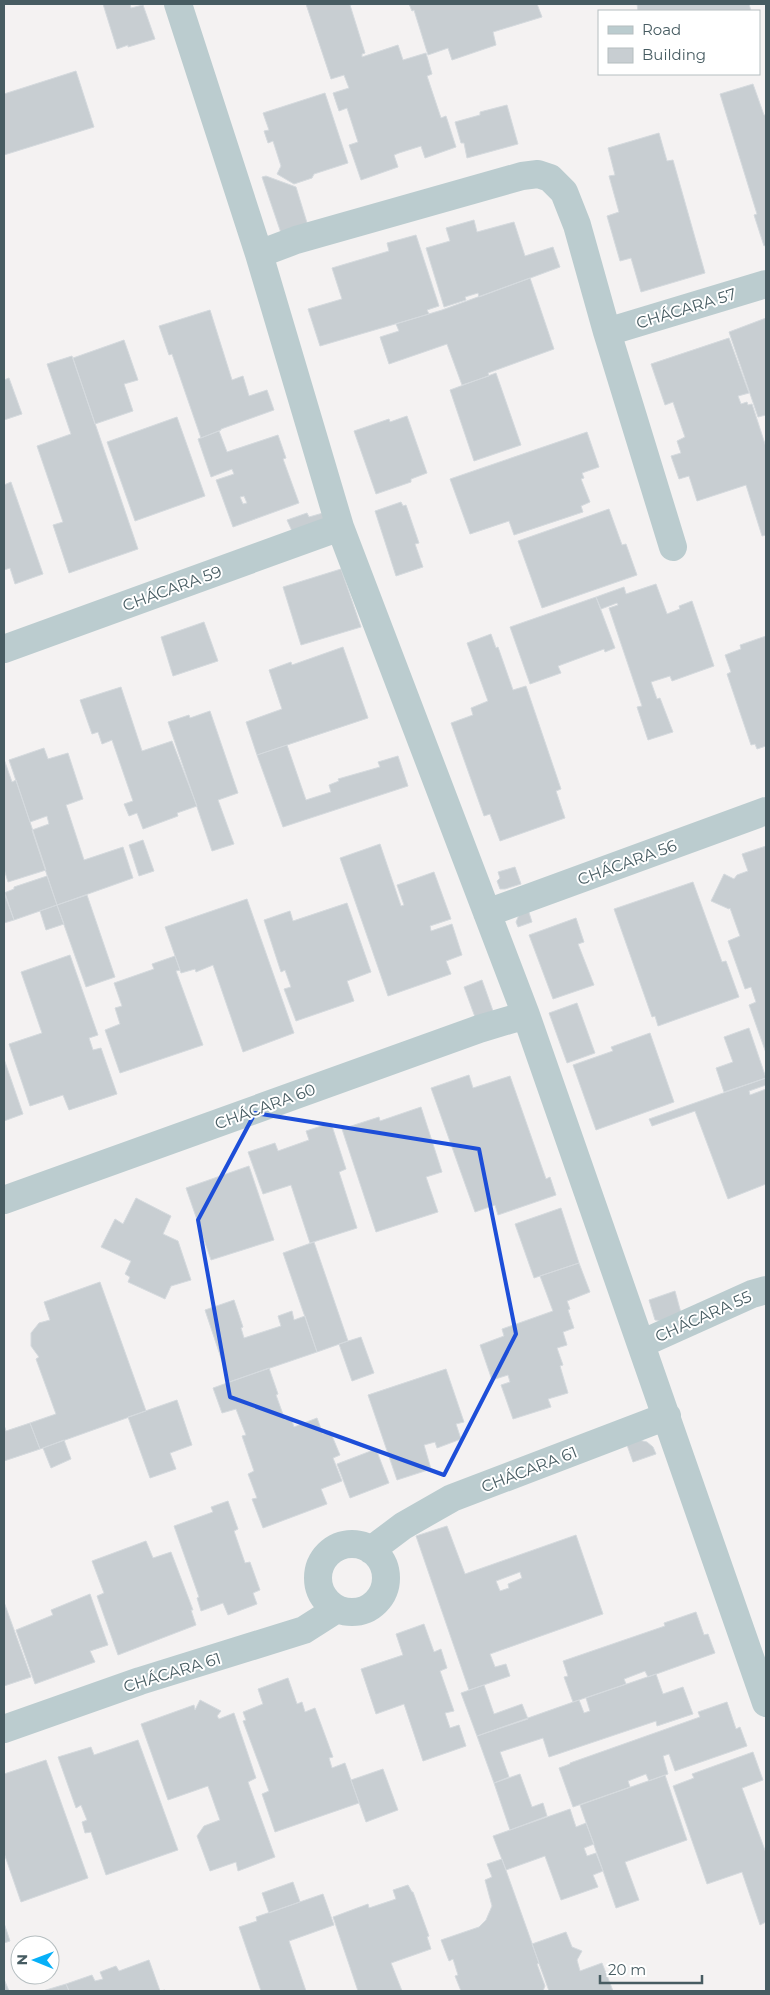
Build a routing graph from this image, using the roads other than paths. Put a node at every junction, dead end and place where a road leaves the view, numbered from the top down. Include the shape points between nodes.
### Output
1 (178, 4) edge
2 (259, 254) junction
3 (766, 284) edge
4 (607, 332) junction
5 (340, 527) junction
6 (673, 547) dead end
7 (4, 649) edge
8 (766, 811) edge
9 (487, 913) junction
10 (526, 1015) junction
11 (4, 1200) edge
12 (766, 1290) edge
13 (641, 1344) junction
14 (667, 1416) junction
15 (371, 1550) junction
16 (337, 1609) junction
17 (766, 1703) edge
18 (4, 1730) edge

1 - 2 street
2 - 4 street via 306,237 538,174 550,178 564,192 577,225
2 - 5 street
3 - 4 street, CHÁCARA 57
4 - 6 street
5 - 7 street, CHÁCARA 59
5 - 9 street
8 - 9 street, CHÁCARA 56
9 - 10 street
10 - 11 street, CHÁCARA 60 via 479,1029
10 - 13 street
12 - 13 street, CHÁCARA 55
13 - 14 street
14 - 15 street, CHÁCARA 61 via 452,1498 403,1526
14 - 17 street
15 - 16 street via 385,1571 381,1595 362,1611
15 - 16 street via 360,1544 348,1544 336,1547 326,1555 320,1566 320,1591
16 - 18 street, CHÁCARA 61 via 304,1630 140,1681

— What to work on —
Restate all of the material word for word, leaving every picture out.

— Final answer —
Build a routing graph from this image, using the roads other than paths. Put a node at every junction, dead end and place where a road leaves the view, numbered from the top down. Include the shape points between nodes.
### Output
1 (178, 4) edge
2 (259, 254) junction
3 (766, 284) edge
4 (607, 332) junction
5 (340, 527) junction
6 (673, 547) dead end
7 (4, 649) edge
8 (766, 811) edge
9 (487, 913) junction
10 (526, 1015) junction
11 (4, 1200) edge
12 (766, 1290) edge
13 (641, 1344) junction
14 (667, 1416) junction
15 (371, 1550) junction
16 (337, 1609) junction
17 (766, 1703) edge
18 (4, 1730) edge

1 - 2 street
2 - 4 street via 306,237 538,174 550,178 564,192 577,225
2 - 5 street
3 - 4 street, CHÁCARA 57
4 - 6 street
5 - 7 street, CHÁCARA 59
5 - 9 street
8 - 9 street, CHÁCARA 56
9 - 10 street
10 - 11 street, CHÁCARA 60 via 479,1029
10 - 13 street
12 - 13 street, CHÁCARA 55
13 - 14 street
14 - 15 street, CHÁCARA 61 via 452,1498 403,1526
14 - 17 street
15 - 16 street via 385,1571 381,1595 362,1611
15 - 16 street via 360,1544 348,1544 336,1547 326,1555 320,1566 320,1591
16 - 18 street, CHÁCARA 61 via 304,1630 140,1681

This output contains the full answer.